■ WHAT THIS TASK INVOLVES ■
Without including the pictures, copy each line below exactly as it reads.

Stored data entries
_ _ _ _ _ _ _
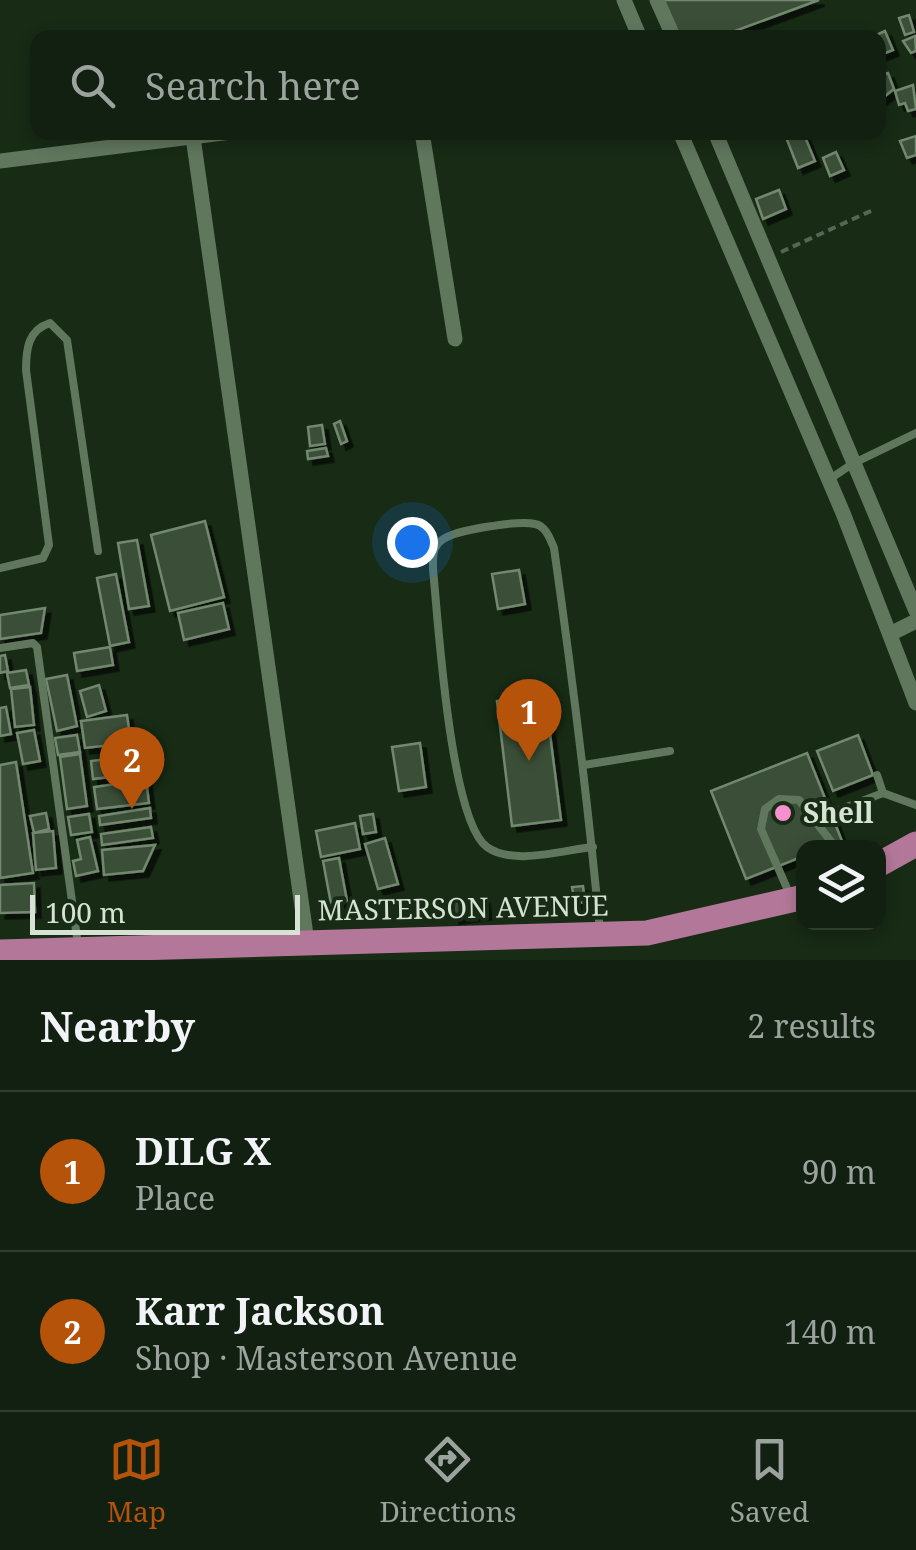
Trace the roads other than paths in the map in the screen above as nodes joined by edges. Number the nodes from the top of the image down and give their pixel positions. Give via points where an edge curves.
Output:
1 (624, 0) edge
2 (657, 0) edge
3 (637, 30) edge
4 (670, 30) edge
5 (169, 140) edge
6 (193, 140) edge
7 (423, 140) edge
8 (683, 140) edge
9 (718, 140) edge
10 (0, 161) edge
11 (456, 339) dead end
12 (916, 433) edge
13 (852, 464) junction
14 (827, 482) junction
15 (98, 551) dead end
16 (0, 568) edge
17 (916, 612) edge
18 (916, 621) edge
19 (890, 634) junction
20 (0, 648) edge
21 (916, 702) edge
22 (670, 751) dead end
23 (584, 765) junction
24 (877, 776) dead end
25 (883, 793) junction
26 (916, 806) edge
27 (841, 809) dead end
28 (830, 840) edge
29 (916, 844) edge
30 (593, 847) junction
31 (886, 861) edge
32 (796, 895) edge
33 (796, 899) edge
34 (601, 936) junction
35 (306, 942) junction
36 (79, 949) junction
37 (0, 952) edge

1 - 3 street
2 - 4 street
5 - 10 street
6 - 35 street
7 - 11 street
8 - 14 street
9 - 13 street
12 - 13 lane
13 - 14 lane
13 - 17 street
14 - 19 street
15 - 16 lane via 70,354 62,330 50,323 34,332 26,350 49,545 43,558
18 - 19 street
19 - 21 street
20 - 36 lane via 37,647
22 - 23 lane
23 - 30 lane
23 - 30 lane via 554,548 546,530 535,524 500,526 443,538 433,551 433,568 454,754 471,828 486,847 509,856
24 - 25 lane
25 - 26 lane
25 - 27 lane
28 - 32 lane via 799,800 779,799 765,809 761,830
29 - 31 main road
30 - 34 lane
33 - 34 main road, MASTERSON AVENUE via 648,933
34 - 35 main road, MASTERSON AVENUE
35 - 36 main road, MASTERSON AVENUE
36 - 37 main road, MASTERSON AVENUE

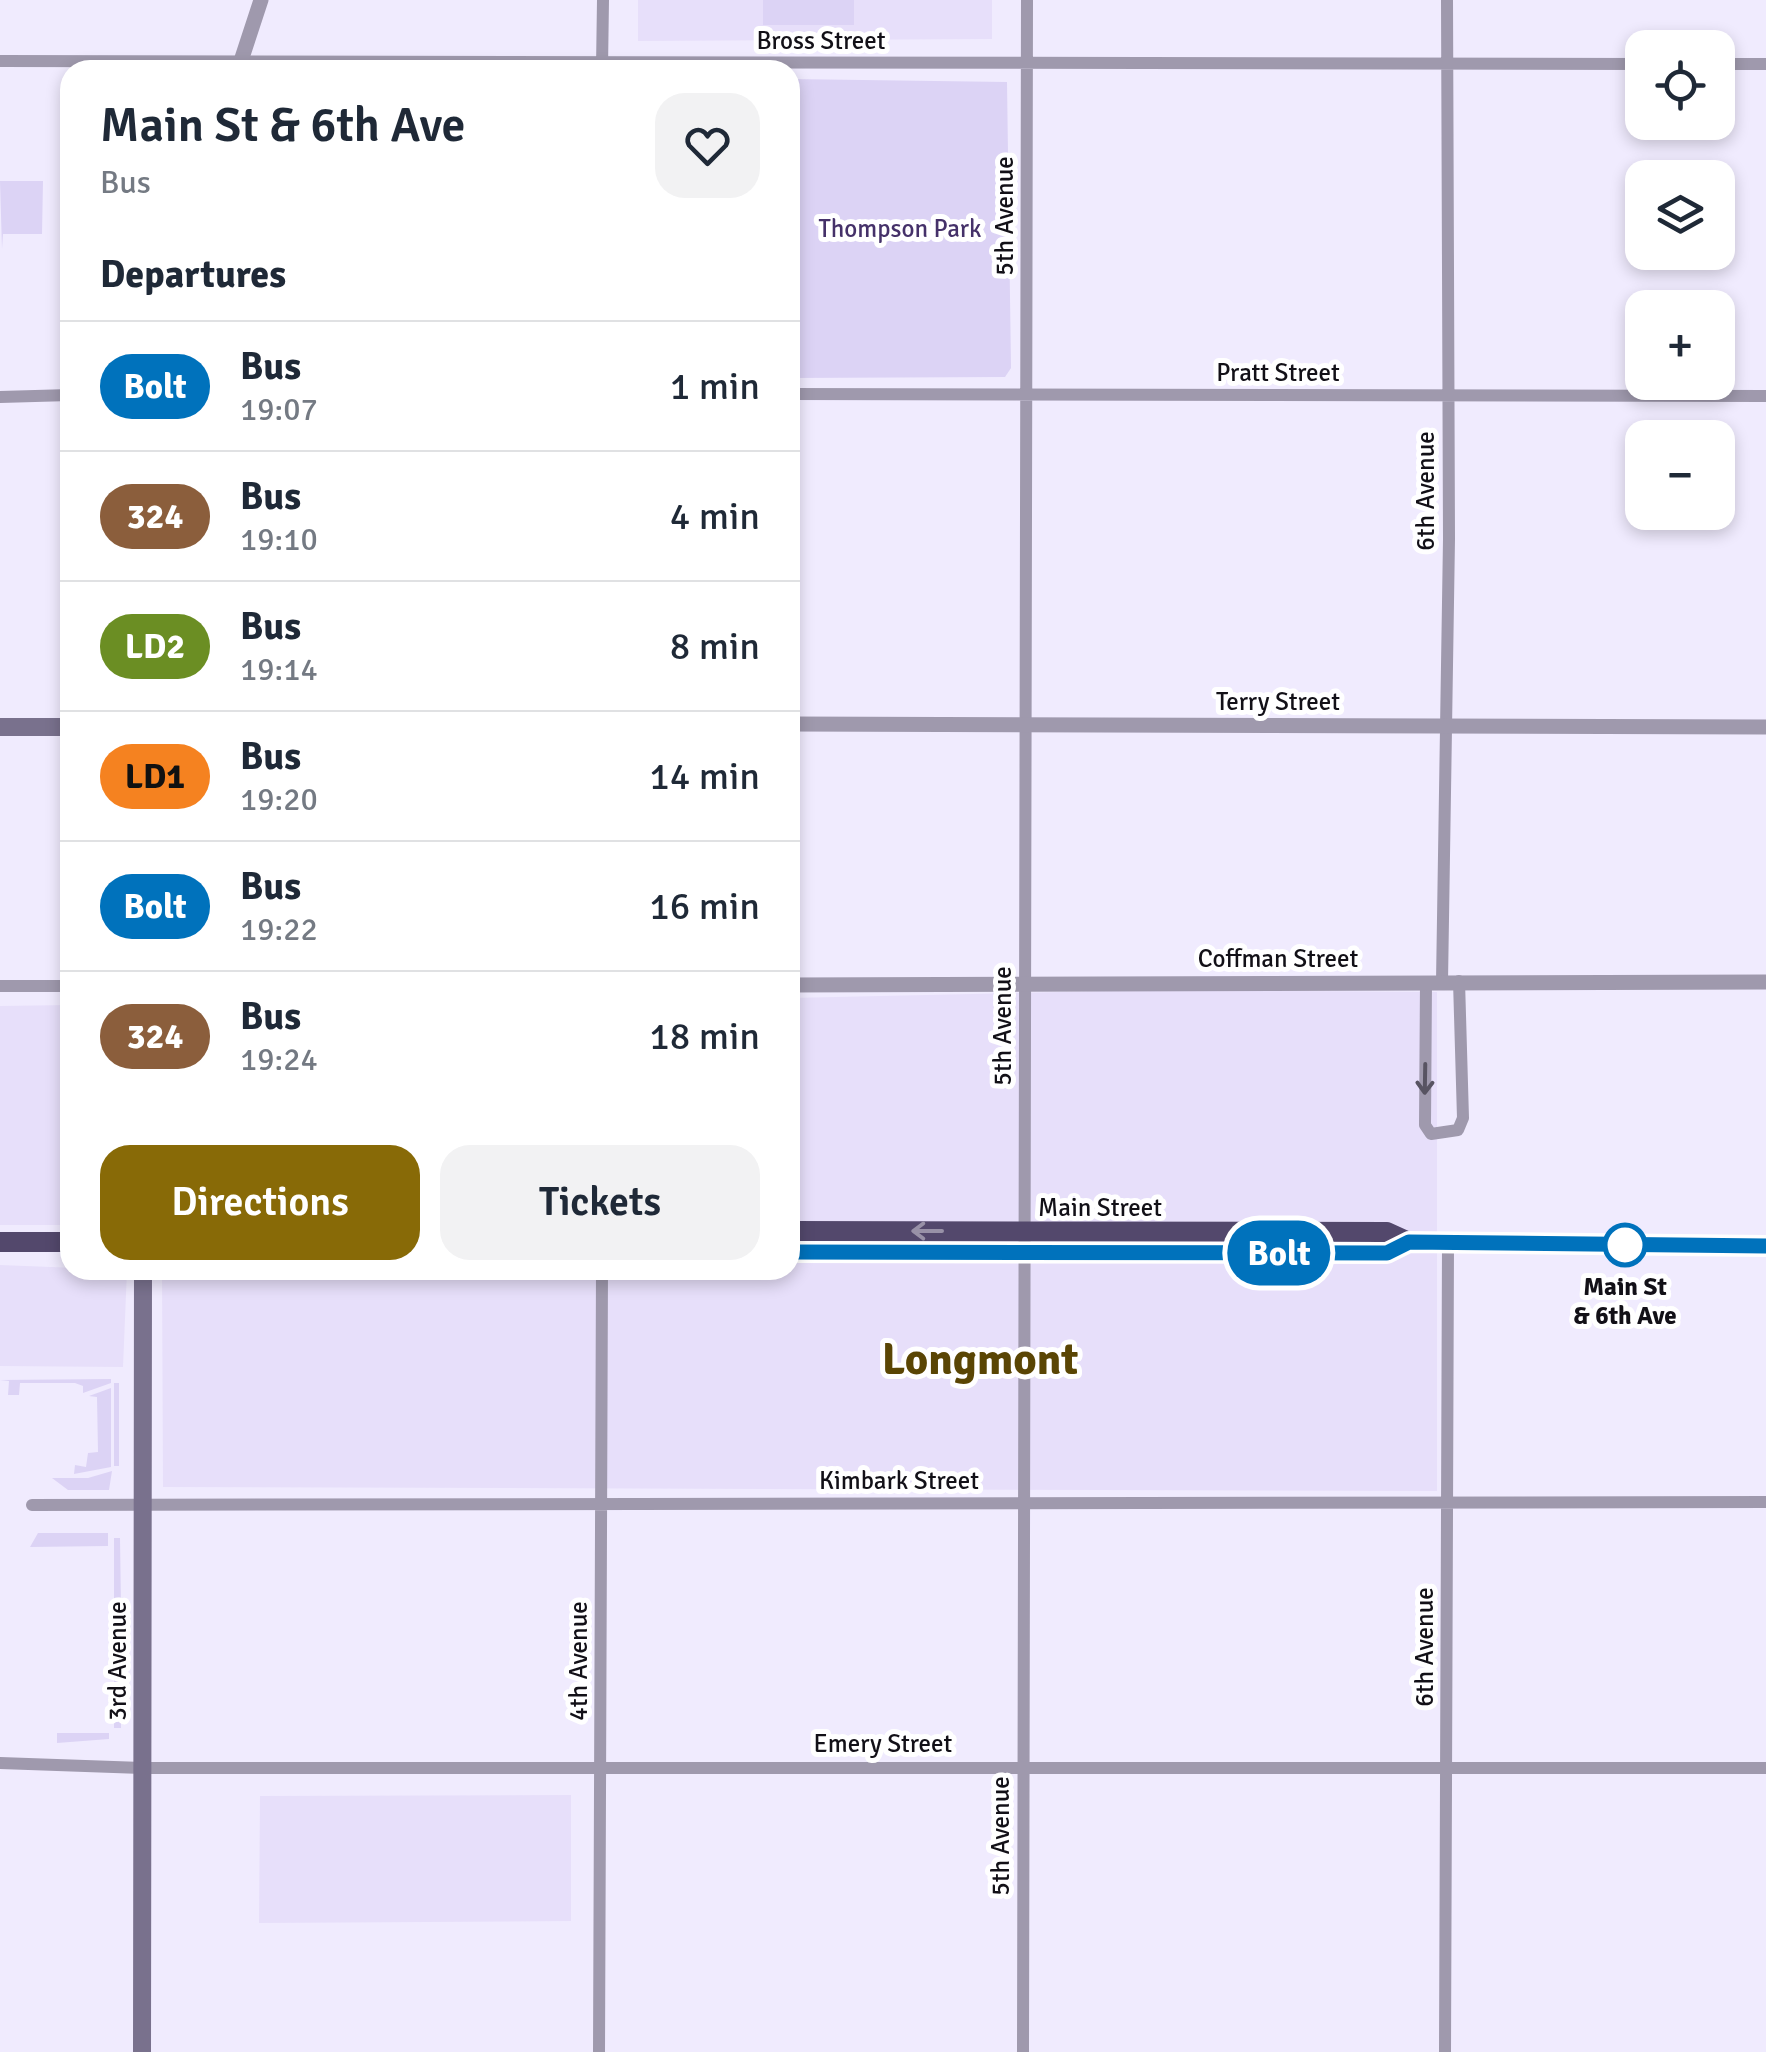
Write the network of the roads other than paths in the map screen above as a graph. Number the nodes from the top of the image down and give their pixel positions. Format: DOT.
graph roads {
  1 [pos="262,0"];
  2 [pos="602,0"];
  3 [pos="1027,0"];
  4 [pos="1446,0"];
  5 [pos="0,60"];
  6 [pos="242,60"];
  7 [pos="602,60"];
  8 [pos="60,62"];
  9 [pos="1027,64"];
  10 [pos="1447,64"];
  11 [pos="1625,64"];
  12 [pos="1735,64"];
  13 [pos="1766,64"];
  14 [pos="800,65"];
  15 [pos="1026,393"];
  16 [pos="800,394"];
  17 [pos="60,396"];
  18 [pos="1448,396"];
  19 [pos="1766,396"];
  20 [pos="0,397"];
  21 [pos="800,724"];
  22 [pos="1026,725"];
  23 [pos="1446,726"];
  24 [pos="1766,726"];
  25 [pos="0,727"];
  26 [pos="60,727"];
  27 [pos="1442,982"];
  28 [pos="1766,982"];
  29 [pos="1025,984"];
  30 [pos="800,985"];
  31 [pos="0,986"];
  32 [pos="60,986"];
  33 [pos="800,1231"];
  34 [pos="0,1242"];
  35 [pos="60,1242"];
  36 [pos="1024,1242"];
  37 [pos="1448,1243"];
  38 [pos="1766,1246"];
  39 [pos="800,1252"];
  40 [pos="143,1280"];
  41 [pos="602,1280"];
  42 [pos="1022,1502"];
  43 [pos="1447,1502"];
  44 [pos="1766,1502"];
  45 [pos="142,1504"];
  46 [pos="601,1504"];
  47 [pos="32,1505"];
  48 [pos="0,1763"];
  49 [pos="601,1766"];
  50 [pos="1022,1766"];
  51 [pos="1446,1767"];
  52 [pos="142,1768"];
  53 [pos="1766,1768"];
  54 [pos="142,2052"];
  55 [pos="599,2052"];
  56 [pos="1022,2052"];
  57 [pos="1446,2052"];
  1 -- 6 [label="street"];
  2 -- 7 [label="street"];
  3 -- 9 [label="street, 5th Avenue"];
  4 -- 10 [label="street, 6th Avenue"];
  5 -- 8 [label="street, Bross Street"];
  9 -- 10 [label="street, Bross Street"];
  9 -- 14 [label="street, Bross Street"];
  9 -- 15 [label="street, 5th Avenue"];
  10 -- 11 [label="street, Bross Street"];
  10 -- 18 [label="street, 6th Avenue"];
  12 -- 13 [label="street"];
  15 -- 16 [label="street, Pratt Street"];
  15 -- 18 [label="street, Pratt Street"];
  15 -- 22 [label="street, 5th Avenue"];
  17 -- 20 [label="street"];
  18 -- 19 [label="street, Pratt Street"];
  18 -- 23 [label="street, 6th Avenue"];
  21 -- 22 [label="street, Terry Street"];
  22 -- 23 [label="street, Terry Street"];
  22 -- 29 [label="street, 5th Avenue"];
  23 -- 24 [label="street, Terry Street"];
  23 -- 27 [label="street, 6th Avenue"];
  25 -- 26 [label="main road"];
  27 -- 27 [label="street, 6th Avenue, one-way"];
  27 -- 28 [label="street, Coffman Street"];
  27 -- 29 [label="street, Coffman Street"];
  29 -- 30 [label="street, Coffman Street"];
  29 -- 36 [label="street, 5th Avenue"];
  31 -- 32 [label="street"];
  36 -- 33 [label="highway, Main Street, one-way"];
  34 -- 35 [label="highway"];
  36 -- 37 [label="highway, Main Street"];
  36 -- 39 [label="highway, Main Street"];
  36 -- 42 [label="street, 5th Avenue"];
  37 -- 38 [label="highway, Main Street"];
  37 -- 43 [label="street, 6th Avenue"];
  40 -- 45 [label="main road, 3rd Avenue"];
  41 -- 46 [label="street, 4th Avenue"];
  42 -- 43 [label="street, Kimbark Street"];
  42 -- 46 [label="street, Kimbark Street"];
  42 -- 50 [label="street, 5th Avenue"];
  43 -- 44 [label="street, Kimbark Street"];
  43 -- 51 [label="street, 6th Avenue"];
  45 -- 46 [label="street, Kimbark Street"];
  45 -- 47 [label="street, Kimbark Street"];
  45 -- 52 [label="main road, 3rd Avenue"];
  46 -- 49 [label="street, 4th Avenue"];
  48 -- 52 [label="street, Emery Street"];
  49 -- 50 [label="street, Emery Street"];
  49 -- 52 [label="street, Emery Street"];
  49 -- 55 [label="street, 4th Avenue"];
  50 -- 51 [label="street, Emery Street"];
  50 -- 56 [label="street, 5th Avenue"];
  51 -- 53 [label="street, Emery Street"];
  51 -- 57 [label="street, 6th Avenue"];
  52 -- 54 [label="main road, 3rd Avenue"];
}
_ _ _ _ _ _ _
■ RESPONSE TO THIS TASK ■
Trace the roads other than paths in the map in the screen above as nodes joined by edges. Number the nodes from the top of the image down and give their pixel positions. Give via points where an edge curves.
Output:
1 (624, 0) edge
2 (657, 0) edge
3 (637, 30) edge
4 (670, 30) edge
5 (169, 140) edge
6 (193, 140) edge
7 (423, 140) edge
8 (683, 140) edge
9 (718, 140) edge
10 (0, 161) edge
11 (456, 339) dead end
12 (916, 433) edge
13 (852, 464) junction
14 (827, 482) junction
15 (98, 551) dead end
16 (0, 568) edge
17 (916, 612) edge
18 (916, 621) edge
19 (890, 634) junction
20 (0, 648) edge
21 (916, 702) edge
22 (670, 751) dead end
23 (584, 765) junction
24 (877, 776) dead end
25 (883, 793) junction
26 (916, 806) edge
27 (841, 809) dead end
28 (830, 840) edge
29 (916, 844) edge
30 (593, 847) junction
31 (886, 861) edge
32 (796, 895) edge
33 (796, 899) edge
34 (601, 936) junction
35 (306, 942) junction
36 (79, 949) junction
37 (0, 952) edge

1 - 3 street
2 - 4 street
5 - 10 street
6 - 35 street
7 - 11 street
8 - 14 street
9 - 13 street
12 - 13 lane
13 - 14 lane
13 - 17 street
14 - 19 street
15 - 16 lane via 70,354 62,330 50,323 34,332 26,350 49,545 43,558
18 - 19 street
19 - 21 street
20 - 36 lane via 37,647
22 - 23 lane
23 - 30 lane
23 - 30 lane via 554,548 546,530 535,524 500,526 443,538 433,551 433,568 454,754 471,828 486,847 509,856
24 - 25 lane
25 - 26 lane
25 - 27 lane
28 - 32 lane via 799,800 779,799 765,809 761,830
29 - 31 main road
30 - 34 lane
33 - 34 main road, MASTERSON AVENUE via 648,933
34 - 35 main road, MASTERSON AVENUE
35 - 36 main road, MASTERSON AVENUE
36 - 37 main road, MASTERSON AVENUE

Write the network of the roads other than paths in the map screen above as a graph. Number the nodes from the top of the image down and give their pixel positions. Format: DOT.
graph roads {
  1 [pos="262,0"];
  2 [pos="602,0"];
  3 [pos="1027,0"];
  4 [pos="1446,0"];
  5 [pos="0,60"];
  6 [pos="242,60"];
  7 [pos="602,60"];
  8 [pos="60,62"];
  9 [pos="1027,64"];
  10 [pos="1447,64"];
  11 [pos="1625,64"];
  12 [pos="1735,64"];
  13 [pos="1766,64"];
  14 [pos="800,65"];
  15 [pos="1026,393"];
  16 [pos="800,394"];
  17 [pos="60,396"];
  18 [pos="1448,396"];
  19 [pos="1766,396"];
  20 [pos="0,397"];
  21 [pos="800,724"];
  22 [pos="1026,725"];
  23 [pos="1446,726"];
  24 [pos="1766,726"];
  25 [pos="0,727"];
  26 [pos="60,727"];
  27 [pos="1442,982"];
  28 [pos="1766,982"];
  29 [pos="1025,984"];
  30 [pos="800,985"];
  31 [pos="0,986"];
  32 [pos="60,986"];
  33 [pos="800,1231"];
  34 [pos="0,1242"];
  35 [pos="60,1242"];
  36 [pos="1024,1242"];
  37 [pos="1448,1243"];
  38 [pos="1766,1246"];
  39 [pos="800,1252"];
  40 [pos="143,1280"];
  41 [pos="602,1280"];
  42 [pos="1022,1502"];
  43 [pos="1447,1502"];
  44 [pos="1766,1502"];
  45 [pos="142,1504"];
  46 [pos="601,1504"];
  47 [pos="32,1505"];
  48 [pos="0,1763"];
  49 [pos="601,1766"];
  50 [pos="1022,1766"];
  51 [pos="1446,1767"];
  52 [pos="142,1768"];
  53 [pos="1766,1768"];
  54 [pos="142,2052"];
  55 [pos="599,2052"];
  56 [pos="1022,2052"];
  57 [pos="1446,2052"];
  1 -- 6 [label="street"];
  2 -- 7 [label="street"];
  3 -- 9 [label="street, 5th Avenue"];
  4 -- 10 [label="street, 6th Avenue"];
  5 -- 8 [label="street, Bross Street"];
  9 -- 10 [label="street, Bross Street"];
  9 -- 14 [label="street, Bross Street"];
  9 -- 15 [label="street, 5th Avenue"];
  10 -- 11 [label="street, Bross Street"];
  10 -- 18 [label="street, 6th Avenue"];
  12 -- 13 [label="street"];
  15 -- 16 [label="street, Pratt Street"];
  15 -- 18 [label="street, Pratt Street"];
  15 -- 22 [label="street, 5th Avenue"];
  17 -- 20 [label="street"];
  18 -- 19 [label="street, Pratt Street"];
  18 -- 23 [label="street, 6th Avenue"];
  21 -- 22 [label="street, Terry Street"];
  22 -- 23 [label="street, Terry Street"];
  22 -- 29 [label="street, 5th Avenue"];
  23 -- 24 [label="street, Terry Street"];
  23 -- 27 [label="street, 6th Avenue"];
  25 -- 26 [label="main road"];
  27 -- 27 [label="street, 6th Avenue, one-way"];
  27 -- 28 [label="street, Coffman Street"];
  27 -- 29 [label="street, Coffman Street"];
  29 -- 30 [label="street, Coffman Street"];
  29 -- 36 [label="street, 5th Avenue"];
  31 -- 32 [label="street"];
  36 -- 33 [label="highway, Main Street, one-way"];
  34 -- 35 [label="highway"];
  36 -- 37 [label="highway, Main Street"];
  36 -- 39 [label="highway, Main Street"];
  36 -- 42 [label="street, 5th Avenue"];
  37 -- 38 [label="highway, Main Street"];
  37 -- 43 [label="street, 6th Avenue"];
  40 -- 45 [label="main road, 3rd Avenue"];
  41 -- 46 [label="street, 4th Avenue"];
  42 -- 43 [label="street, Kimbark Street"];
  42 -- 46 [label="street, Kimbark Street"];
  42 -- 50 [label="street, 5th Avenue"];
  43 -- 44 [label="street, Kimbark Street"];
  43 -- 51 [label="street, 6th Avenue"];
  45 -- 46 [label="street, Kimbark Street"];
  45 -- 47 [label="street, Kimbark Street"];
  45 -- 52 [label="main road, 3rd Avenue"];
  46 -- 49 [label="street, 4th Avenue"];
  48 -- 52 [label="street, Emery Street"];
  49 -- 50 [label="street, Emery Street"];
  49 -- 52 [label="street, Emery Street"];
  49 -- 55 [label="street, 4th Avenue"];
  50 -- 51 [label="street, Emery Street"];
  50 -- 56 [label="street, 5th Avenue"];
  51 -- 53 [label="street, Emery Street"];
  51 -- 57 [label="street, 6th Avenue"];
  52 -- 54 [label="main road, 3rd Avenue"];
}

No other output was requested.